After hours into days into bigger units of time than could be countenaced by brief existences such as Isabel, Claude’s body was eventually discovered near the spring. Her tears had already dried in advance of real sorrow's proof source and inner pain. She knelt beside the man she loved. Claude, was it? Wiping a sprig of hair from the tearless sweat, she kissed his dislocated lips with a passion that could only dig her deeper towards his mollusc soul. Claude had believed that the spring's golden flush held wondrous qualities of mind-change and, thus, it was his favourite haunt. His face was quite beyond recognition, but his buckled skins, freshly sliced each morning from dew-damp boles, were still clinging to his thews. His bone-case had become one with rank decay, however, my eyes blindshot and his inner carcass a taxidermist's false start.

Isabel married Claude, as had been planned, the corpse being supported (by the best) on limp limbs at the woodside altar. He was then placed to rest in the marriage cot, whereby for the years ahead, Mad Madge would help Isabel with the regular ablutions and worship of the human-soaked quagmire. As the age-blotched moon dipped to peep beneath the eaves, the two women crooned shanties, eager for the renewal of the river's rusty cranking - where Isabel never again chose to venture.

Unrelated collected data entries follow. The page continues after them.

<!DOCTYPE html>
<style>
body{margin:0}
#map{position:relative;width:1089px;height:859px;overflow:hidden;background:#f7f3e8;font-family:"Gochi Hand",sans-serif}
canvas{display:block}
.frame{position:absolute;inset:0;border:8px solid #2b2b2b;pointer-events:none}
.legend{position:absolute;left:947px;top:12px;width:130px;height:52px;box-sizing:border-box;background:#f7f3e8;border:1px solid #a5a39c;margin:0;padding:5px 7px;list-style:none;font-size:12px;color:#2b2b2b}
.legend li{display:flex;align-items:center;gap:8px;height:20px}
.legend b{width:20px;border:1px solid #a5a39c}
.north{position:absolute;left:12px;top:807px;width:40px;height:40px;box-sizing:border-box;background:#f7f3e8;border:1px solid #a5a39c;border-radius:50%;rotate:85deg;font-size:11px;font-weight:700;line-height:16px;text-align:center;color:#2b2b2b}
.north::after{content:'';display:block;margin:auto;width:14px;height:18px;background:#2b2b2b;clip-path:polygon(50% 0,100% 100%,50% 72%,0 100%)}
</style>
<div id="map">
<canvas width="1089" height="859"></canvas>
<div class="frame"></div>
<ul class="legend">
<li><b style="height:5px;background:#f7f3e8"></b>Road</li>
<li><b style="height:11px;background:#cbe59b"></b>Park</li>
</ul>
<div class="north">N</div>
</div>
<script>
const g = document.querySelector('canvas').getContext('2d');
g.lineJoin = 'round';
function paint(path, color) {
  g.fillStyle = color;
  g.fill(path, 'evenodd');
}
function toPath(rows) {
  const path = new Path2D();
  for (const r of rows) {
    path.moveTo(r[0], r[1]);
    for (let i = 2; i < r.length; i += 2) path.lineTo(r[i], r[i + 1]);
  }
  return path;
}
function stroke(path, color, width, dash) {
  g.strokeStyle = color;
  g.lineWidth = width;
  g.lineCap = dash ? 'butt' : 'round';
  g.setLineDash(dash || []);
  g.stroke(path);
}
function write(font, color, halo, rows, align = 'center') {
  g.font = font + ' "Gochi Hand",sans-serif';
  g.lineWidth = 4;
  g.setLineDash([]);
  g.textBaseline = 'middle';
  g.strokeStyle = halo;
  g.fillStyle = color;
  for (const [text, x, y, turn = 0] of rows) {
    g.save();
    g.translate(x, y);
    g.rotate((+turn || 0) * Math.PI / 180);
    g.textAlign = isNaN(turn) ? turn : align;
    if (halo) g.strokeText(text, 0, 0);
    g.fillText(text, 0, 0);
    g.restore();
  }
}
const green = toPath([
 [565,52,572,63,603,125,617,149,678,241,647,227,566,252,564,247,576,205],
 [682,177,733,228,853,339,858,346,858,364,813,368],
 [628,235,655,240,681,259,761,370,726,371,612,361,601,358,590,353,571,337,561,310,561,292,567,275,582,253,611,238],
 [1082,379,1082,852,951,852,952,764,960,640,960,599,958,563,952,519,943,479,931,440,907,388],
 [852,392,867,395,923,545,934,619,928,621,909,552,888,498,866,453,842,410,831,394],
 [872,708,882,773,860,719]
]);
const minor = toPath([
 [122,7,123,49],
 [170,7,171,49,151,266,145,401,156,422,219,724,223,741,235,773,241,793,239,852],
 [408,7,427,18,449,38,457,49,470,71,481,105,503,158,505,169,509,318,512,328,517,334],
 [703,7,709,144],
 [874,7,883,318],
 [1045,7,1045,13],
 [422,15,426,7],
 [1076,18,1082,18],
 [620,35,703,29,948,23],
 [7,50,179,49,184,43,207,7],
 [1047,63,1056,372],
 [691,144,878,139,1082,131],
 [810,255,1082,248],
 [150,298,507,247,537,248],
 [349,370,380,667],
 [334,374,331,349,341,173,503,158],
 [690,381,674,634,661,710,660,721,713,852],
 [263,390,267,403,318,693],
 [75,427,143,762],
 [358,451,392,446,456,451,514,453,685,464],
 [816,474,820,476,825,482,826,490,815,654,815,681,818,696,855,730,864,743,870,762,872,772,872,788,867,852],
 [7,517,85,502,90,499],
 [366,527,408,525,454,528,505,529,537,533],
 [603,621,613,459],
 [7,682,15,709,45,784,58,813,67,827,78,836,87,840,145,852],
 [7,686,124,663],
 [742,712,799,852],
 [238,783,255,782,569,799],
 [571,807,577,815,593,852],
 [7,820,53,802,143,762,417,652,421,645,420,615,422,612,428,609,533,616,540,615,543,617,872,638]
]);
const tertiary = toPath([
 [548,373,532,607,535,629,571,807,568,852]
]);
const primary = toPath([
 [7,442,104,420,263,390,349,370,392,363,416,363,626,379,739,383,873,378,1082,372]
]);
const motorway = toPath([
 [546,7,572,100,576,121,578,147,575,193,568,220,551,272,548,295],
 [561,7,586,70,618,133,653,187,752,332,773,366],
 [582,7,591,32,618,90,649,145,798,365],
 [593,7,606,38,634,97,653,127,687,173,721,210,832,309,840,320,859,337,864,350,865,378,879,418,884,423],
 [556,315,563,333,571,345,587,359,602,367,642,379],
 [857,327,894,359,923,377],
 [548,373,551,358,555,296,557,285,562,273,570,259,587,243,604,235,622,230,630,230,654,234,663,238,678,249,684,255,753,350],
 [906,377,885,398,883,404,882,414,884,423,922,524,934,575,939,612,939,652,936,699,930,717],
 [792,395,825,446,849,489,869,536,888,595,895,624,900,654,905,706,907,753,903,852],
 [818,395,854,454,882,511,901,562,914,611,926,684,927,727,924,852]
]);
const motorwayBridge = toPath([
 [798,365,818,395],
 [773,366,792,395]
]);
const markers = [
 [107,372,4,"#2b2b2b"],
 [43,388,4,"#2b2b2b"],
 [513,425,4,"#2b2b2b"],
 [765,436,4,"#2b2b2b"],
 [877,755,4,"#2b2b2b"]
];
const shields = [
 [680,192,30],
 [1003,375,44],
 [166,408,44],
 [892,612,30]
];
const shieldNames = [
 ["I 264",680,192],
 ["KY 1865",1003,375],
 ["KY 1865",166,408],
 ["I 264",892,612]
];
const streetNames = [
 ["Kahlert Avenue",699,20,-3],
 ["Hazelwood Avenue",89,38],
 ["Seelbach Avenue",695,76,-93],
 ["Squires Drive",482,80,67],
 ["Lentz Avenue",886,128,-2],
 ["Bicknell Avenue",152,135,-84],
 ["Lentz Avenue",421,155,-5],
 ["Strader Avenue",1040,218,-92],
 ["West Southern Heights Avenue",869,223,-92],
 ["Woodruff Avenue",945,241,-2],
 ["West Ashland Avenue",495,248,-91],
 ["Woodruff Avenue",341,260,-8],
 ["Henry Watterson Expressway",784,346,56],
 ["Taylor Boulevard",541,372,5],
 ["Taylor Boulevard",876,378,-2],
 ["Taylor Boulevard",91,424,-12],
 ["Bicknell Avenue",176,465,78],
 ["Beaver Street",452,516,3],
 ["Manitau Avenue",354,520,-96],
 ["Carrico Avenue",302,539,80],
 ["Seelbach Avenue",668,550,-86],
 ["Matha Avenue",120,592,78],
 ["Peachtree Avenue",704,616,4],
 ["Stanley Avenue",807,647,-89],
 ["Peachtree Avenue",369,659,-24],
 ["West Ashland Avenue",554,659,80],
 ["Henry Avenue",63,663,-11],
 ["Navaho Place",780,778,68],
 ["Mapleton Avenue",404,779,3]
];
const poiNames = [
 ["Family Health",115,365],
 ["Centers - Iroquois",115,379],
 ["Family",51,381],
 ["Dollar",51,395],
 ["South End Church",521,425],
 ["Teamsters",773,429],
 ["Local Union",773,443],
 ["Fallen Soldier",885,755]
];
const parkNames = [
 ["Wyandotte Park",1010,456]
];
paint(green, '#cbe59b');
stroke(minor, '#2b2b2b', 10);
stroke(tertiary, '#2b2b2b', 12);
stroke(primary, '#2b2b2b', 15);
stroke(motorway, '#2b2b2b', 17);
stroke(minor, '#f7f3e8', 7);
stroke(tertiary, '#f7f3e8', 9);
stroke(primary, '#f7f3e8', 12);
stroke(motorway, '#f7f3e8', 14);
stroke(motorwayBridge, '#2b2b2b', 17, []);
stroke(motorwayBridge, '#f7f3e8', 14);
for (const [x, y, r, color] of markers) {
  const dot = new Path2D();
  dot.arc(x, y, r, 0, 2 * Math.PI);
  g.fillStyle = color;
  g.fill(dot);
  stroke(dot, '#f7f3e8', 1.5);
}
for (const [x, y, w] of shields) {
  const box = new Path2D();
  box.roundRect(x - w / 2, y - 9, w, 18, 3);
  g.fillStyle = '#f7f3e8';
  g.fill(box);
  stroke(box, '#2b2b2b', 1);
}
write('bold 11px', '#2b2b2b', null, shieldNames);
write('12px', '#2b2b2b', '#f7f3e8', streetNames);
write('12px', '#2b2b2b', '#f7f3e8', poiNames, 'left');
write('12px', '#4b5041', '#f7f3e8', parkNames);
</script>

Not being able to read nor form words, her previously overheard recitations from the old books she had made to Mad Madge had merely been ad hoc pretence. Thus, the new history assigned to Isabel remained unwritten - even though the neatly slivered wood paper had been specially supplied for so doing by the forest workers who loved her. But the history was written, eventually - that is, when I, child of Isabel, spawned from my father's prolonged rigor-mortis on the wedding night, grew up and taught myself to write out her lullabies.

The silver welkin-fish have not returned, no doubt blaming the sky for an earth they now cannot surfly. Yet, at dead of night, ancient moons tend to ghost their way overhead into my dreams, with dead-pan eyes and , yes, craters of gills.